The purpose of this paper is to examine social issue proxy filings by shareholders of US corporations in a period commonly referred to as the “shareholder spring” to understand who the filers are, what issues are typically the focus of the filings, what the dominant strategy is of various filers and the success rate of proxy-based shareholder social activism.
Using the shareholder-filed proxy as the unit of analysis, the study parsed the data from 410 proxies to gain insight into the process of shareholder social activism.
Religious groups, in contrast to large pension and mutual funds, use a small shareholding approach to form coalitions with other stakeholders to gain voting support. Proxies that call for disclosure elicit greater support than those that demand a change in a company’s business practices. If the goal of shareholder social activism is to keep the proxy issue alive from one shareholder meeting to the next, then non-individual proxy filers can be considered successful.

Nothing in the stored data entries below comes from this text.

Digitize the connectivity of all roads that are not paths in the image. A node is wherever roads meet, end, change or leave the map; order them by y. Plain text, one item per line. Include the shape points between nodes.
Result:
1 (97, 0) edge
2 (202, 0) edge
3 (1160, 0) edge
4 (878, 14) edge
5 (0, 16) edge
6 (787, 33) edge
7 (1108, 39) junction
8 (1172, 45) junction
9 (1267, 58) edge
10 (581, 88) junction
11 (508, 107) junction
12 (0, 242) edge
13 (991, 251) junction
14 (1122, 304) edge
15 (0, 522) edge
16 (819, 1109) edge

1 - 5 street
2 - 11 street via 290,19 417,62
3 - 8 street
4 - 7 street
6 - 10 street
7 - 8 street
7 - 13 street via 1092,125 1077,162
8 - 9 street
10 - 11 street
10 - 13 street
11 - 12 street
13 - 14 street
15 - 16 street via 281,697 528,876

While the study only considered proxies for 250 of the Fortune 500 companies, there is evidence that social activism can succeed if a coalition strategy is used and the shareholder’s motives appear to be legitimately altruistic.
It is important for corporate managers to consider the prevailing shareholder sentiment on social issues because such sentiments largely echo general societal concerns.
While the debate is still unsettled on the shareholder versus the stakeholder argument, there is a high level of scrutiny on how a company operates in the larger societal context.
Propelled by the Dodd–Frank law and the shareholder spring movement, certain types of shareholders (primarily religious groups) are quite adept at eliciting support for social issues because of both their legitimacy and by the strategy that they follow.